● **TASK INSTRUCTIONS**:
Images within the entries are to be omitted; the remainder must be reproduced exactly.
***
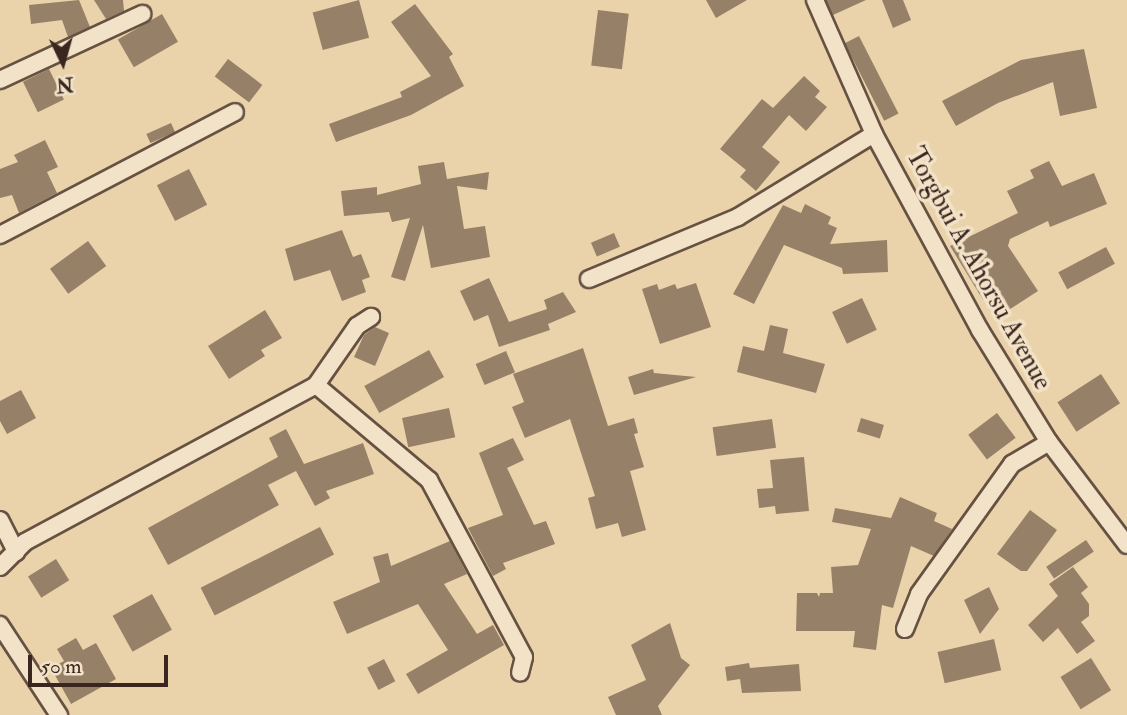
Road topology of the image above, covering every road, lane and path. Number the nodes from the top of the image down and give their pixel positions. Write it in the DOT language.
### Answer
graph roads {
  1 [pos="815,0"];
  2 [pos="142,14"];
  3 [pos="0,80"];
  4 [pos="235,112"];
  5 [pos="874,134"];
  6 [pos="0,235"];
  7 [pos="589,279"];
  8 [pos="371,317"];
  9 [pos="316,385"];
  10 [pos="1049,442"];
  11 [pos="0,520"];
  12 [pos="1127,545"];
  13 [pos="16,552"];
  14 [pos="0,568"];
  15 [pos="0,625"];
  16 [pos="905,629"];
  17 [pos="520,673"];
  18 [pos="59,715"];
  1 -- 5 [label="street, Torgbui A. Ahorsu Avenue"];
  2 -- 3 [label="street"];
  4 -- 6 [label="street"];
  5 -- 7 [label="street"];
  5 -- 10 [label="street, Torgbui A. Ahorsu Avenue"];
  8 -- 9 [label="street"];
  9 -- 13 [label="street"];
  9 -- 17 [label="street"];
  10 -- 12 [label="street, Torgbui A. Ahorsu Avenue"];
  10 -- 16 [label="street"];
  11 -- 13 [label="street"];
  13 -- 14 [label="street"];
  15 -- 18 [label="street"];
}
***
● **OUTPUT FOR THIS TASK**:
Road topology of the image above, covering every road, lane and path. Number the nodes from the top of the image down and give their pixel positions. Write it in the DOT language.
### Answer
graph roads {
  1 [pos="815,0"];
  2 [pos="142,14"];
  3 [pos="0,80"];
  4 [pos="235,112"];
  5 [pos="874,134"];
  6 [pos="0,235"];
  7 [pos="589,279"];
  8 [pos="371,317"];
  9 [pos="316,385"];
  10 [pos="1049,442"];
  11 [pos="0,520"];
  12 [pos="1127,545"];
  13 [pos="16,552"];
  14 [pos="0,568"];
  15 [pos="0,625"];
  16 [pos="905,629"];
  17 [pos="520,673"];
  18 [pos="59,715"];
  1 -- 5 [label="street, Torgbui A. Ahorsu Avenue"];
  2 -- 3 [label="street"];
  4 -- 6 [label="street"];
  5 -- 7 [label="street"];
  5 -- 10 [label="street, Torgbui A. Ahorsu Avenue"];
  8 -- 9 [label="street"];
  9 -- 13 [label="street"];
  9 -- 17 [label="street"];
  10 -- 12 [label="street, Torgbui A. Ahorsu Avenue"];
  10 -- 16 [label="street"];
  11 -- 13 [label="street"];
  13 -- 14 [label="street"];
  15 -- 18 [label="street"];
}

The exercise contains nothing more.